Piggyback loan definition
A piggyback loan, also called an 80-10-10 loan, lets you buy a home with two mortgages that total 90% of the purchase price and a 10% down payment. It gets its name because the smaller loan “piggybacks” on the larger loan.
Pronounced “eighty ten ten,” it’s also called a combination loan by some lenders. “Piggyback loan” fell out of common usage in the years after the housing crash, but the phrase has made a comeback in recent years.
People get 80-10-10 mortgages mainly to avoid paying private mortgage insurance, to sidestep the strict lending requirements of jumbo loans or to buy a new home before selling their current dwelling.
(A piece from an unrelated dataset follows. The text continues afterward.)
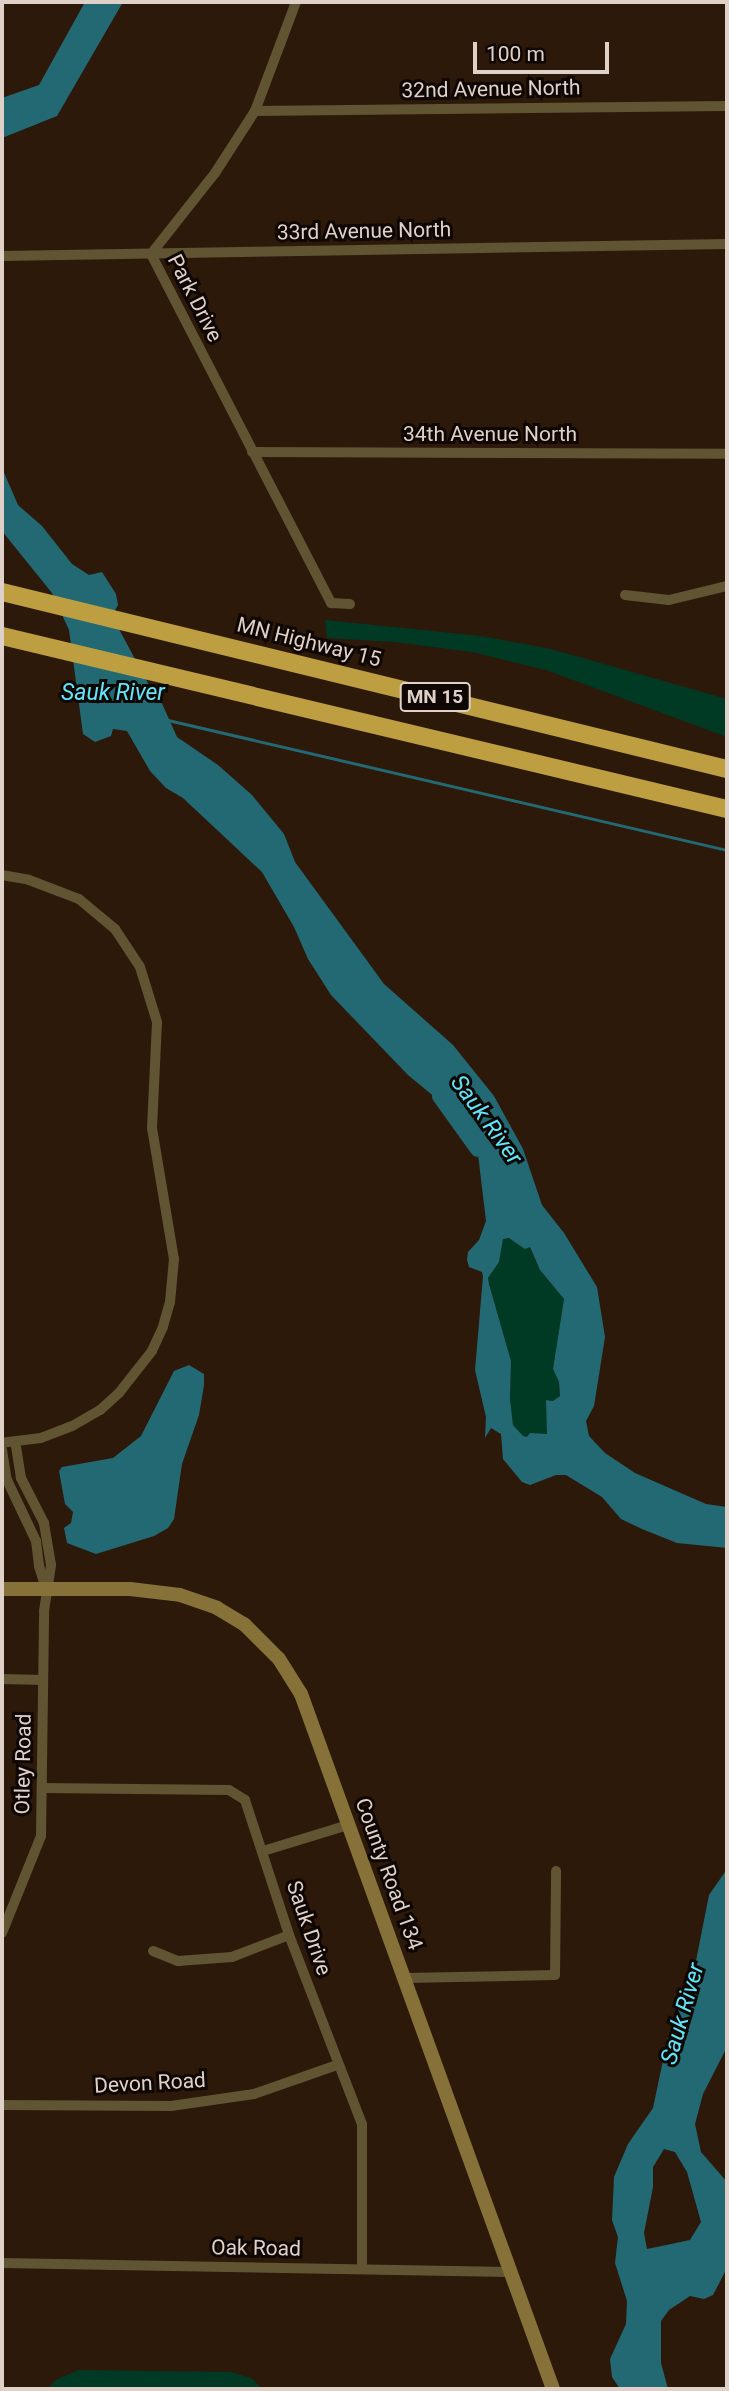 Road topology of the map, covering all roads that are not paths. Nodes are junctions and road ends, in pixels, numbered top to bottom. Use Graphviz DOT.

This article uses the terms “80-10-10 loan” and “piggyback loan” interchangeably.
How does an 80-10-10 mortgage work?
80-10-10 loans are structured as two mortgages with a down payment. The first number always represents the primary mortgage, the middle number represents the secondary loan and the third number represents the down payment.
An 80-10-10 piggyback loan is two mortgages, plus a down payment:
The 80-10-10 combination is the most common type of piggyback loan, but other blends of numbers are possible. For example, people sometimes get 75-15-10 loans to buy condominiums because they can get lower mortgage rates by borrowing a maximum of 75% of the condo’s value.
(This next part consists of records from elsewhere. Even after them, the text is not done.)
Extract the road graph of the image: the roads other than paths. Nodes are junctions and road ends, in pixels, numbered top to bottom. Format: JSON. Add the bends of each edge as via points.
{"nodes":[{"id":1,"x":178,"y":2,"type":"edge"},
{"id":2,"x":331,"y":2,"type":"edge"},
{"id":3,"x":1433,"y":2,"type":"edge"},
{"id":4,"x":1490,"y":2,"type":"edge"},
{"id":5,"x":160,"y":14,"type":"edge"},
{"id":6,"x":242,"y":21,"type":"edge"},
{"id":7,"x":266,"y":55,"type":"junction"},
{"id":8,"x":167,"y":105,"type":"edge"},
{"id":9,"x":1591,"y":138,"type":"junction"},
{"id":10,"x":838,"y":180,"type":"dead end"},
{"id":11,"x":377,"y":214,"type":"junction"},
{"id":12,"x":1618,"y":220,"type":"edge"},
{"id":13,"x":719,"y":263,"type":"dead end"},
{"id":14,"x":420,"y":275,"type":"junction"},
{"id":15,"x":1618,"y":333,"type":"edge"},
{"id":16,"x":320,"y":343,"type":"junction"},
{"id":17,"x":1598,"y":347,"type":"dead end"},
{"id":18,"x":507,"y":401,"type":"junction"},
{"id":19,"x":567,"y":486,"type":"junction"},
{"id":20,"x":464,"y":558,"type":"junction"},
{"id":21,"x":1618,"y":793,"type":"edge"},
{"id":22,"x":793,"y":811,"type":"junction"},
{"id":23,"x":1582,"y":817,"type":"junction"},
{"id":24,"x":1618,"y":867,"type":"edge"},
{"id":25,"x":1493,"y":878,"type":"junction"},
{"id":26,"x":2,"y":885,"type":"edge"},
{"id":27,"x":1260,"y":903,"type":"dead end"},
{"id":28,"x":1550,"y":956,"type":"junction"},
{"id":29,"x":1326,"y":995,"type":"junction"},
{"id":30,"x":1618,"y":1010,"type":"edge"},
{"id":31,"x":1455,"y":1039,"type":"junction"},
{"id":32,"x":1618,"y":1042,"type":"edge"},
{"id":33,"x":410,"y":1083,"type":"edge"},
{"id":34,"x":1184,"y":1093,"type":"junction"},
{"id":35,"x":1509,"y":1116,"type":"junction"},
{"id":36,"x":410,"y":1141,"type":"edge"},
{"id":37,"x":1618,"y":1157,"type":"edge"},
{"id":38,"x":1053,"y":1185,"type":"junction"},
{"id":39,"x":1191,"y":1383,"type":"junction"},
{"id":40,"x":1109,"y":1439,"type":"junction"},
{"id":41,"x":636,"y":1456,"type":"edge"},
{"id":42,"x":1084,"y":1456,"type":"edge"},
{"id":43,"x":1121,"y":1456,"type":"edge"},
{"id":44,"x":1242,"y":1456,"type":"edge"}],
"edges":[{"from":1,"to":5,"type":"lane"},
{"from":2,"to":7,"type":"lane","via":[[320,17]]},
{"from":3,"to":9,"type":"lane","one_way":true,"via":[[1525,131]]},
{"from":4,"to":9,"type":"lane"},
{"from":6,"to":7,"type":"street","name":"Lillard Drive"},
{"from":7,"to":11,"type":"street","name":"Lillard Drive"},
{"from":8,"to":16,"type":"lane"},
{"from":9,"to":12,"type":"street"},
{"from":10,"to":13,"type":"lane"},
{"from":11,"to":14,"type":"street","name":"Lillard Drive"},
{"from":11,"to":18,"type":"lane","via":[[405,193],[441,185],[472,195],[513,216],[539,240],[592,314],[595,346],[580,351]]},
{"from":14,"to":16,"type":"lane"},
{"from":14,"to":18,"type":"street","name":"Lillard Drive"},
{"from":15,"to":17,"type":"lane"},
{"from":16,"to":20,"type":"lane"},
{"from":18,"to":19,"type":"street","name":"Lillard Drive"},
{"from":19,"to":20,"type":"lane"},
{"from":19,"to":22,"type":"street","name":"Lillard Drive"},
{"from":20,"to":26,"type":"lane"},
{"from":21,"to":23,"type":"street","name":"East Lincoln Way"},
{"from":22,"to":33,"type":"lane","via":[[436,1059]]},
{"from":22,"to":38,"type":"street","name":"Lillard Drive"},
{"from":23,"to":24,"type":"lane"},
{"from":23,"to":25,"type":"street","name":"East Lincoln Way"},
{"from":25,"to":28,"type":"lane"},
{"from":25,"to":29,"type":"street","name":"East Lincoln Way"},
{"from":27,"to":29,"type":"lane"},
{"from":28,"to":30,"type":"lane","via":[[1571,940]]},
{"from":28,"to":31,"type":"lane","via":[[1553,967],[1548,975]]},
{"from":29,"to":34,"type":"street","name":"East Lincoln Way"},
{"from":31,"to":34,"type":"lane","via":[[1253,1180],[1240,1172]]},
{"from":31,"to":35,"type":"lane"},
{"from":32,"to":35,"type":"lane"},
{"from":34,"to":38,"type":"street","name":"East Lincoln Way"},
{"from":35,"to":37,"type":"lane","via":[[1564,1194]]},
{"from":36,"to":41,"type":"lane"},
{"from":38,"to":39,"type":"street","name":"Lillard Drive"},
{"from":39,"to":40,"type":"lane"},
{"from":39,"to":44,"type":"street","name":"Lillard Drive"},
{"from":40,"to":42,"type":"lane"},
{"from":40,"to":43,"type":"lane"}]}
How to get a piggyback loan
Getting an 80-10-10 mortgage requires applying for two separate loans: the primary mortgage and the second mortgage. In some cases, you’ll need to get the loans from separate lenders. Tell the loan officer for the primary mortgage that you want an 80-10-10 piggyback loan and request referrals for lenders that can do the second mortgage.
Applying for two loans may mean gathering two sets of financial documents, filing two applications and going through two closings.
If you think an 80-10-10 piggyback loan is right for you, your next step is to apply for a conventional loan at 80% of the home’s value, plus an equity loan or line of credit for 10% of the value.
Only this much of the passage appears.